And it was for, and my cinematographer and I,
and for the actors, quite a crazy puzzle.
So that means that if you're shooting one scene and then you want to
do it again or add on to that scene, the next day you have to
wait until the sun's in the same position? Yeah, for some scenes specifically,
yes. Or to deconstruct the scene
in different areas in the desert so you can have
the maximum aesthetic quality
for the shot, but it meant that
an actor could throw a line to another actor
in two different locations.
That's what people say, okay, that
we can do, but when it becomes 12
locations or 14 locations,
it becomes a bit complex for the crew.
If you're just joining
us, our guest is filmmaker Denis Villeneuve.
His new movie, Dune Part 2, is now out in theaters.
We'll be back after a short break.
I'm Sam Brigger, and this is Fresh Air Weekend.
Let's get back to my interview with filmmaker Denis Villeneuve.
His movie, Dune Part 2, is now playing in theaters.
Denis, you've told the story before about how you got into science fiction as a kid.
Your aunt brought you this box of magazines, and it contained some issues of this sci-fi
magazine.
Can you tell us that story?
It's a very, very important moment in my life.

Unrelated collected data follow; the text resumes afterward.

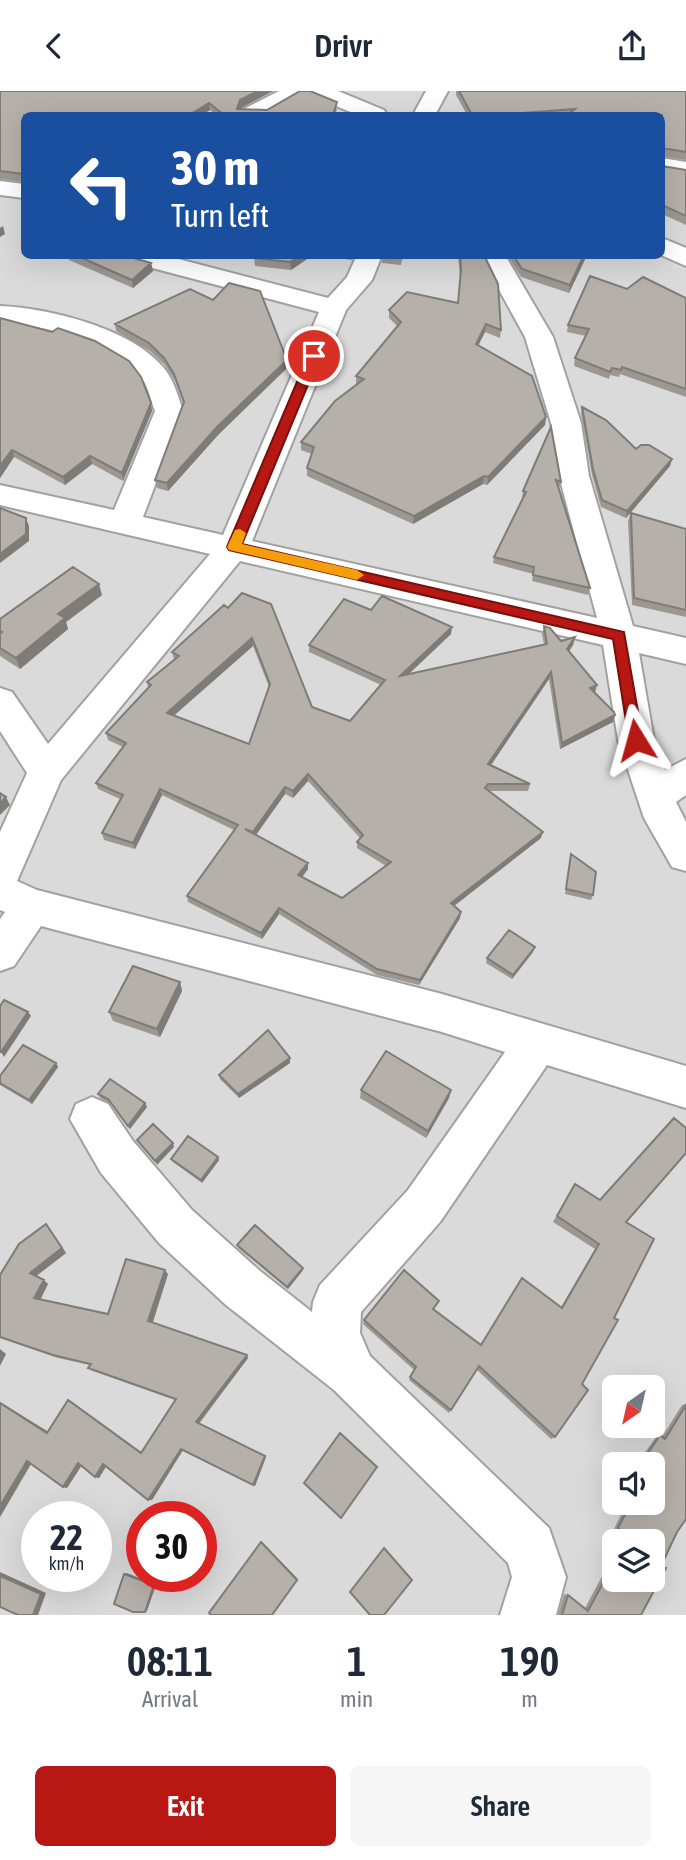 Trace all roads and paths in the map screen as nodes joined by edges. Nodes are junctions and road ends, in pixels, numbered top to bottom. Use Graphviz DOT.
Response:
graph roads {
  1 [pos="296,91"];
  2 [pos="319,91"];
  3 [pos="437,91"];
  4 [pos="256,112"];
  5 [pos="369,112"];
  6 [pos="426,112"];
  7 [pos="665,166"];
  8 [pos="686,169"];
  9 [pos="0,188"];
  10 [pos="21,191"];
  11 [pos="665,248"];
  12 [pos="686,258"];
  13 [pos="146,259"];
  14 [pos="368,259"];
  15 [pos="494,259"];
  16 [pos="334,308"];
  17 [pos="0,314"];
  18 [pos="0,495"];
  19 [pos="125,522"];
  20 [pos="234,547"];
  21 [pos="619,636"];
  22 [pos="686,651"];
  23 [pos="0,702"];
  24 [pos="46,772"];
  25 [pos="686,774"];
  26 [pos="656,797"];
  27 [pos="686,855"];
  28 [pos="0,875"];
  29 [pos="16,899"];
  30 [pos="0,953"];
  31 [pos="538,1041"];
  32 [pos="686,1087"];
  33 [pos="92,1119"];
  34 [pos="352,1374"];
  35 [pos="528,1615"];
  1 -- 4 [label="street"];
  2 -- 5 [label="street"];
  3 -- 6 [label="street"];
  7 -- 8 [label="street"];
  9 -- 10 [label="street"];
  11 -- 12 [label="street"];
  13 -- 16 [label="street"];
  14 -- 16 [label="street"];
  15 -- 21 [label="street"];
  16 -- 20 [label="street"];
  17 -- 19 [label="street"];
  18 -- 19 [label="street"];
  19 -- 20 [label="street"];
  20 -- 21 [label="street"];
  20 -- 24 [label="street"];
  21 -- 22 [label="street"];
  21 -- 26 [label="street"];
  23 -- 24 [label="street"];
  24 -- 28 [label="street"];
  25 -- 26 [label="street"];
  26 -- 27 [label="street"];
  29 -- 30 [label="street"];
  29 -- 31 [label="street"];
  31 -- 32 [label="street"];
  31 -- 34 [label="street"];
  33 -- 34 [label="street"];
  34 -- 35 [label="street"];
} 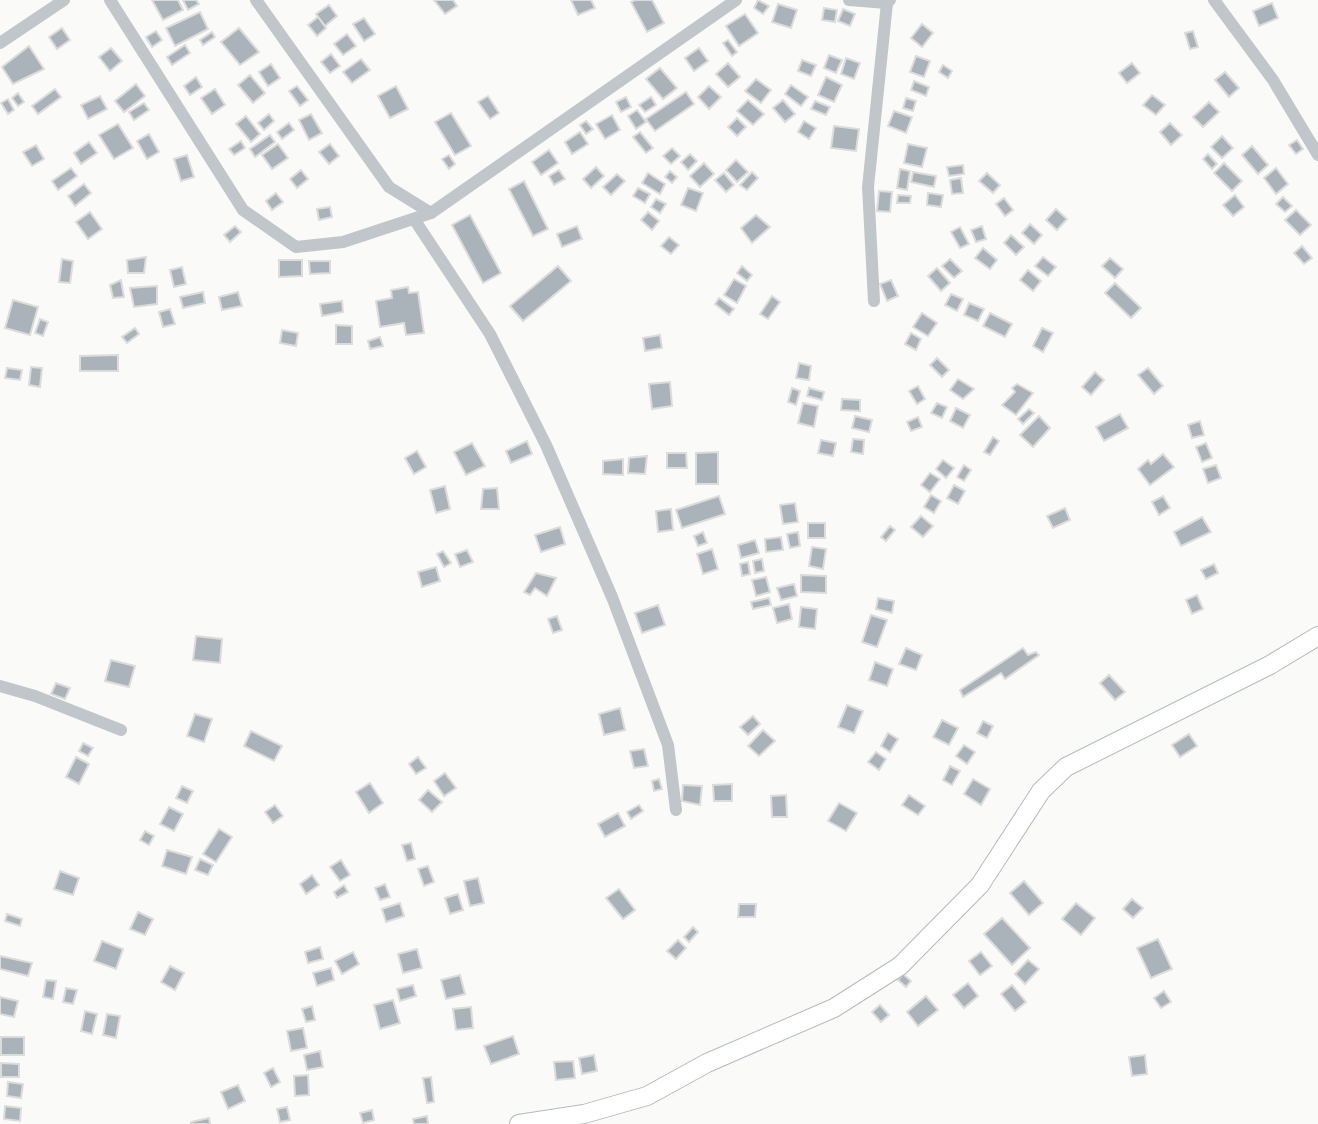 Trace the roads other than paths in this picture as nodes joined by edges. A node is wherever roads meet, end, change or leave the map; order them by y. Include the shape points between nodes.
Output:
1 (64, 0) edge
2 (110, 0) edge
3 (256, 0) edge
4 (736, 0) edge
5 (849, 0) edge
6 (1214, 0) edge
7 (889, 2) edge
8 (0, 43) edge
9 (1318, 155) edge
10 (431, 213) junction
11 (414, 219) junction
12 (874, 301) dead end
13 (1318, 636) edge
14 (0, 686) edge
15 (121, 730) dead end
16 (676, 810) dead end
17 (519, 1124) edge

1 - 8 street
2 - 11 street via 243,210 296,247 343,242
3 - 10 street via 389,187
4 - 10 street
5 - 7 street
6 - 9 street via 1273,80
7 - 12 street via 868,187
10 - 11 street
11 - 16 street via 490,334 546,445 612,597 668,745
13 - 17 street via 1270,665 1066,767 1041,791 980,885 900,966 834,1008 707,1063 647,1096 584,1114
14 - 15 street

It's like one day, my aunt, Uget, came back, was in love with the science fiction and the
Lord of the Rings and Star Wars, etc.
She was, like, always bringing...
She brought home three boxes filled with magazines
which were, like, monthly or weekly graphic novels,
Metal Hurlant or Tintin Magazine,
which were, like, filled with all those stories
from those authors from Europe,
like Bilal, Druyer, Christin, Jean-Paul Dionnet, Moebius,
those masters that absolutely made that huge revolution
in the 70s, went so far creating those worlds.
As a kid, it really was an electroshock.
It was really like a massive...
My brain...
I don't know if my brain melted or exploded,
but I'm still haunted by those boxes,
the power of creativity that was in those boxes.
Metal, Erlans, was known in the U.S. as heavy metal,
but here it was more decidedly R-rated.
I think that you've said that it was a different magazine.
It is true that the English, American version
was much more for adult,
which was not the case for the European version.
It was more about pure sci-fi.
So what intrigued you about science fiction?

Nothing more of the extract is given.